:: SUPPLIED RECORDS

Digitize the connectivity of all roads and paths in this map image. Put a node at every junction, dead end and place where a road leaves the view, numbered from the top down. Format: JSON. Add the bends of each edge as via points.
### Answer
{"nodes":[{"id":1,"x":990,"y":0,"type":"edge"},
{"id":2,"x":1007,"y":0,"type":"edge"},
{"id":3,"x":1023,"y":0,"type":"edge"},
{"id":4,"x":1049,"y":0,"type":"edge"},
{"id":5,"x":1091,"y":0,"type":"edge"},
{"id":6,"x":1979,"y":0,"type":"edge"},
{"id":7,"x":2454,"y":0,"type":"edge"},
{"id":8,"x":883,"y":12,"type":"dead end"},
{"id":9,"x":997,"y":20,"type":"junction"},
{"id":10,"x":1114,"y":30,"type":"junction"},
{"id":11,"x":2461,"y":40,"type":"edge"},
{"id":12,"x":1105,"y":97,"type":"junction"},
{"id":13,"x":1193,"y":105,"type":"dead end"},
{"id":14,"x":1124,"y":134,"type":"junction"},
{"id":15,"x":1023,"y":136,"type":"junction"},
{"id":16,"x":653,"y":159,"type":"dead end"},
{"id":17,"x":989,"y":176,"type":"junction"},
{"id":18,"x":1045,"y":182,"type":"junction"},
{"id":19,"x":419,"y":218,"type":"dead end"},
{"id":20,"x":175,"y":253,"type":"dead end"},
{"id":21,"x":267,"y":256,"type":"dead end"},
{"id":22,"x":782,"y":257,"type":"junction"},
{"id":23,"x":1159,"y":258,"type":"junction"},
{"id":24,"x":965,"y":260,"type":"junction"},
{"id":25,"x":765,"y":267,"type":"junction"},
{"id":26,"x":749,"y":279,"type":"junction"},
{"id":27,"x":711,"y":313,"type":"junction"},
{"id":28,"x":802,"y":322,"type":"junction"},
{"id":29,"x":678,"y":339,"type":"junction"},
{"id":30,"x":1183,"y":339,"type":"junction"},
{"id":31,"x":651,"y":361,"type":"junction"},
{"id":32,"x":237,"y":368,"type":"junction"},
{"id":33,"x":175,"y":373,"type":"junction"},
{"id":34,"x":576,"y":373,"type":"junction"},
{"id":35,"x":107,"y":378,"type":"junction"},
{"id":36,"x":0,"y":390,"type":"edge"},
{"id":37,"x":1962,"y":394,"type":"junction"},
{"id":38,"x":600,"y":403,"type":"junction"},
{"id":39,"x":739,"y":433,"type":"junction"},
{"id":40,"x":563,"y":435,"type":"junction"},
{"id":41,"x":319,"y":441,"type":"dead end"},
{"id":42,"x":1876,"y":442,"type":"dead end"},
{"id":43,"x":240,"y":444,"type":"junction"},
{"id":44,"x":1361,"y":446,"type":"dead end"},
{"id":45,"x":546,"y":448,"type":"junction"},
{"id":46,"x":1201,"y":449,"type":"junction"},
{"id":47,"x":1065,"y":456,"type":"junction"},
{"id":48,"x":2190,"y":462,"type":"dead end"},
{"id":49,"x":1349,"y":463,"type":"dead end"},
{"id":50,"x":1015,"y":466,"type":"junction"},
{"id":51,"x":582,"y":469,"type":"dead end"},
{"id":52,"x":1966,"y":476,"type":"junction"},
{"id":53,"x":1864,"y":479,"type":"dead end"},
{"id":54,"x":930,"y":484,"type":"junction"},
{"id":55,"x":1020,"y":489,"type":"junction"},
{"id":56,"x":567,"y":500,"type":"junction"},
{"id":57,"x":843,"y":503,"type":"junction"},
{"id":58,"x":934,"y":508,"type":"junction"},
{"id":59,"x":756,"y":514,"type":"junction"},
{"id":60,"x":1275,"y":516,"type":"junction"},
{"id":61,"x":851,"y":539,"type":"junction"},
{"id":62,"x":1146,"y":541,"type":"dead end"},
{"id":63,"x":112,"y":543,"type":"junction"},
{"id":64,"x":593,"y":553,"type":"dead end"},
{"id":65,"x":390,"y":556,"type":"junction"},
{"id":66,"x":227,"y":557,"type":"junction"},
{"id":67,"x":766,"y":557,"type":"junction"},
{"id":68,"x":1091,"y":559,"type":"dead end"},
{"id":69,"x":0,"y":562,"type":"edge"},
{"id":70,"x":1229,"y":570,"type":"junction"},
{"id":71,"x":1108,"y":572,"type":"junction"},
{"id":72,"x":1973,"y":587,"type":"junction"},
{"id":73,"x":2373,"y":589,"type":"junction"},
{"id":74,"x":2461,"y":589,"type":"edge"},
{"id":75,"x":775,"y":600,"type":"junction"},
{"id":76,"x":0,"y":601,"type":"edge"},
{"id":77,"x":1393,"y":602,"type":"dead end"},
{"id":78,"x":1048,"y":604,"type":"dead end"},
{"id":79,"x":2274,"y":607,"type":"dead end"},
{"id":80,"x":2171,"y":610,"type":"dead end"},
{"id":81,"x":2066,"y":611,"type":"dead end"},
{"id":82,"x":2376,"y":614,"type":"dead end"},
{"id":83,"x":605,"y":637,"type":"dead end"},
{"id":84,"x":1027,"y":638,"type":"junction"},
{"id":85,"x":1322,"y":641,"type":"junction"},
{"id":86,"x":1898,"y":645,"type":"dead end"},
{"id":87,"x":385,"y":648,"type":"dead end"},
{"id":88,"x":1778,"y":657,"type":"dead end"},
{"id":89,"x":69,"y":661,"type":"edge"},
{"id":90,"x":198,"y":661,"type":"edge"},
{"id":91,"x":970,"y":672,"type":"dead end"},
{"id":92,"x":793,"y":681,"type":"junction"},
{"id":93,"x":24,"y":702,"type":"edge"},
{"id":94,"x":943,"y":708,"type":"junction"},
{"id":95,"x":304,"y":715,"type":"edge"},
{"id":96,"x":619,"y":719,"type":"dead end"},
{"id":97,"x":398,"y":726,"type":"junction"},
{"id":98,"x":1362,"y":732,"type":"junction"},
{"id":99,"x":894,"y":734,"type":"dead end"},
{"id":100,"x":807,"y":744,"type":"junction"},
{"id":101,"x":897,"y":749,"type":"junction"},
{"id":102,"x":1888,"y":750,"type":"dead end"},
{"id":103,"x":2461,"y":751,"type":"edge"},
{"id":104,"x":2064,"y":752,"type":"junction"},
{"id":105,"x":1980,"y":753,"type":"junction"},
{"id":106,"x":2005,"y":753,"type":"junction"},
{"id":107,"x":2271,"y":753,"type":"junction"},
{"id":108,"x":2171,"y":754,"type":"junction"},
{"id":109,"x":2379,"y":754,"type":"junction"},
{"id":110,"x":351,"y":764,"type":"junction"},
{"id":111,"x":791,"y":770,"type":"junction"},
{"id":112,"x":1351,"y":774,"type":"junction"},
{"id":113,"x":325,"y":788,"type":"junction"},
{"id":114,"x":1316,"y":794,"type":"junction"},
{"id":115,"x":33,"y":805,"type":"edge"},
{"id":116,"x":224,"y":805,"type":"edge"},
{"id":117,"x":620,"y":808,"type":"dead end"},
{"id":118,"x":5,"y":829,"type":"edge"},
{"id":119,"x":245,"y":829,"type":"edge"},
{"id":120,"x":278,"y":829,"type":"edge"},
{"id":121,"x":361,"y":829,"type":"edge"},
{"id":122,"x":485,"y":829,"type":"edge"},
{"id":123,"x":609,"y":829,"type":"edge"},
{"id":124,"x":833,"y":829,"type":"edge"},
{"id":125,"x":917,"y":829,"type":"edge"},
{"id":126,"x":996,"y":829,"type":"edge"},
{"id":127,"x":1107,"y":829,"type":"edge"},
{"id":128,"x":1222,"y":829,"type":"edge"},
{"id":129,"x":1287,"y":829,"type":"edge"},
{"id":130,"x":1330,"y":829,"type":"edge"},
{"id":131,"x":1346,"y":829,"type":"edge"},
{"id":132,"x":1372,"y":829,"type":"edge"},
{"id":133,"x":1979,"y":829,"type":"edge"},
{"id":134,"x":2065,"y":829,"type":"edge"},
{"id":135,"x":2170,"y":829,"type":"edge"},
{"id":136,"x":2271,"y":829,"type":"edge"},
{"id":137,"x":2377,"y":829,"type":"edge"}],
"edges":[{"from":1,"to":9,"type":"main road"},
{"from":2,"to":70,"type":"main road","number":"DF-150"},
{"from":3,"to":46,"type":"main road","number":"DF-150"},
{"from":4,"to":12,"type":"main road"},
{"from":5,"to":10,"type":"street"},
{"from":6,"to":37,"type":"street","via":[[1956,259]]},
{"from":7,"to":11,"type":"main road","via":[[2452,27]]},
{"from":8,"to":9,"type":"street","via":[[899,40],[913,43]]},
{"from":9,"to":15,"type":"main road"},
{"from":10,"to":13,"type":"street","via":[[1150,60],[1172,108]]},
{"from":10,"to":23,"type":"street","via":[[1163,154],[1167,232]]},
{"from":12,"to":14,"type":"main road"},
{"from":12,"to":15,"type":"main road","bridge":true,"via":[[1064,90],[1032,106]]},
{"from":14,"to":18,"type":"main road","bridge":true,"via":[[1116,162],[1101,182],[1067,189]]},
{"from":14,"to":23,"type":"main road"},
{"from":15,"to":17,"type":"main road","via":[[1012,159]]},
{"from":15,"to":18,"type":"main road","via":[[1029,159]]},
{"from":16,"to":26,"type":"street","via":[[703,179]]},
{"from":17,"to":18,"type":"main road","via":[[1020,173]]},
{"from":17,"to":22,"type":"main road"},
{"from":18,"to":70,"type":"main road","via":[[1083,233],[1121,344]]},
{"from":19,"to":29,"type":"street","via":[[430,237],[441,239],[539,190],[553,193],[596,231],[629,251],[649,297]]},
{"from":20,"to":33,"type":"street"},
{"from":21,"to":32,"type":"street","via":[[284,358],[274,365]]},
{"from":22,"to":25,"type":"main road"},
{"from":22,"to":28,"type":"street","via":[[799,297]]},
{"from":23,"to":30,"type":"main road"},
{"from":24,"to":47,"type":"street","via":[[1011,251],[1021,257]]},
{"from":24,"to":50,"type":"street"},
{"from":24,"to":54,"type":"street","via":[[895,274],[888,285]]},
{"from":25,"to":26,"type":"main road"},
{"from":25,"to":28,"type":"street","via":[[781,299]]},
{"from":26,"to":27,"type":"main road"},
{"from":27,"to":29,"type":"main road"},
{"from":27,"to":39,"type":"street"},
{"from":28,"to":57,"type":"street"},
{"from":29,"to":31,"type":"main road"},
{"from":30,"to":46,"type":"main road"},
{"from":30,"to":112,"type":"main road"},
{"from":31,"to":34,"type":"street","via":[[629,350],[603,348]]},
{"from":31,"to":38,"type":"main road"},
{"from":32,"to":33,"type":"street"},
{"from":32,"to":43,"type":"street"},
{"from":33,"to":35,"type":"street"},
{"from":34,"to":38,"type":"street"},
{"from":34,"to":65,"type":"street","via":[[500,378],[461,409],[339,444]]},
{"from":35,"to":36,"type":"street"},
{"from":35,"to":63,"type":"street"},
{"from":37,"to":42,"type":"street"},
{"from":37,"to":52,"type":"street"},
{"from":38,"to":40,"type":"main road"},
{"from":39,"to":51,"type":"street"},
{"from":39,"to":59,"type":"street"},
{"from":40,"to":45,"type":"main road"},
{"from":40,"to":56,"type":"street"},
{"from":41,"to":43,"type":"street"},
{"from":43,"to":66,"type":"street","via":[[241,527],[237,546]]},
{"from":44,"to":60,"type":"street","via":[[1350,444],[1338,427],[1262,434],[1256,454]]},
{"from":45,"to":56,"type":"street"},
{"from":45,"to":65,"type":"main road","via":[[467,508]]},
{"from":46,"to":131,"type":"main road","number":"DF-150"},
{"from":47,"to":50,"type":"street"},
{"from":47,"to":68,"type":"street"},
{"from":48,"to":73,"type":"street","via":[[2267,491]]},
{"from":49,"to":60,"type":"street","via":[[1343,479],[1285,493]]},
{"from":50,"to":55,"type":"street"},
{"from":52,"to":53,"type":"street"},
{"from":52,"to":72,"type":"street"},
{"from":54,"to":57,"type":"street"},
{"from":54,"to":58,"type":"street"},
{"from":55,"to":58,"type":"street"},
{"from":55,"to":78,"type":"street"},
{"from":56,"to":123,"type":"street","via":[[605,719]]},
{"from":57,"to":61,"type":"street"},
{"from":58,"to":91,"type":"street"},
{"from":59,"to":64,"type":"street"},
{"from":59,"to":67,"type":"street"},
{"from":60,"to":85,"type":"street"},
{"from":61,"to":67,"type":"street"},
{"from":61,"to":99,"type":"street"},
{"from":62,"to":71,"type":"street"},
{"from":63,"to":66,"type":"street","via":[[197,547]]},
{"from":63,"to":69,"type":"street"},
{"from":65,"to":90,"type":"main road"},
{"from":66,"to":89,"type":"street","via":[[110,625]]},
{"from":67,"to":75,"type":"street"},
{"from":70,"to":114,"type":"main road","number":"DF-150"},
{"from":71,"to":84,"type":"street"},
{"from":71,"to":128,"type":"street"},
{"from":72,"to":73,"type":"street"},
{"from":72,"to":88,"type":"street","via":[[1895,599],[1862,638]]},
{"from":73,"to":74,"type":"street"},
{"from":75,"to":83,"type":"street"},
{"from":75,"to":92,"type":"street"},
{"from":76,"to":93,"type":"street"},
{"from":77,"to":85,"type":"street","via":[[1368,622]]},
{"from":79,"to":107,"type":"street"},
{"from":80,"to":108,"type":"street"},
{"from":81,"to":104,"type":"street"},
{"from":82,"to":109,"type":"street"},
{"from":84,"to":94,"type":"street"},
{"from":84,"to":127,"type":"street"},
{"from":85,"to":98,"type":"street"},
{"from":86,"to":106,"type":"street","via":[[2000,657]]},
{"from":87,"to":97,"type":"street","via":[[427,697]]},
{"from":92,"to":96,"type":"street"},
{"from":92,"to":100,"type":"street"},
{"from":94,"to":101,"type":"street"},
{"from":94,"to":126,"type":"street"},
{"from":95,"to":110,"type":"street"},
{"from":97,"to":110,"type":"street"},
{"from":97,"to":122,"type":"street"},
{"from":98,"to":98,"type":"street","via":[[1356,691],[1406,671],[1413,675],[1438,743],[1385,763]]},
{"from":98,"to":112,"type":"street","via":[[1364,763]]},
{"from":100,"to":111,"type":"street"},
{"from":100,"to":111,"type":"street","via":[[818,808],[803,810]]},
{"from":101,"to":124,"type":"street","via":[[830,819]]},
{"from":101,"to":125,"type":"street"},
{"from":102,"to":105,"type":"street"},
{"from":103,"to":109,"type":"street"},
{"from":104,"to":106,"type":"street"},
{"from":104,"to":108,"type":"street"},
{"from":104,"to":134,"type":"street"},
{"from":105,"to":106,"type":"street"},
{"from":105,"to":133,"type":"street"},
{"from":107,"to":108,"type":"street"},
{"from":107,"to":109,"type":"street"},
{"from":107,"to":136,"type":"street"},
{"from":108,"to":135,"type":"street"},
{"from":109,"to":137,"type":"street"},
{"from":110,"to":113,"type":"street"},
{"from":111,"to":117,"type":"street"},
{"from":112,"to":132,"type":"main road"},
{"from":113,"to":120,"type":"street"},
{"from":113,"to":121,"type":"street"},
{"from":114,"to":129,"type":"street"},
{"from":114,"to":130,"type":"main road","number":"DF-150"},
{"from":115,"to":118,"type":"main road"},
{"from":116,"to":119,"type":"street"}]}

::::

Among the lines above, find those with the word "bridge". Copy them.

{"from":12,"to":15,"type":"main road","bridge":true,"via":[[1064,90],[1032,106]]},
{"from":14,"to":18,"type":"main road","bridge":true,"via":[[1116,162],[1101,182],[1067,189]]},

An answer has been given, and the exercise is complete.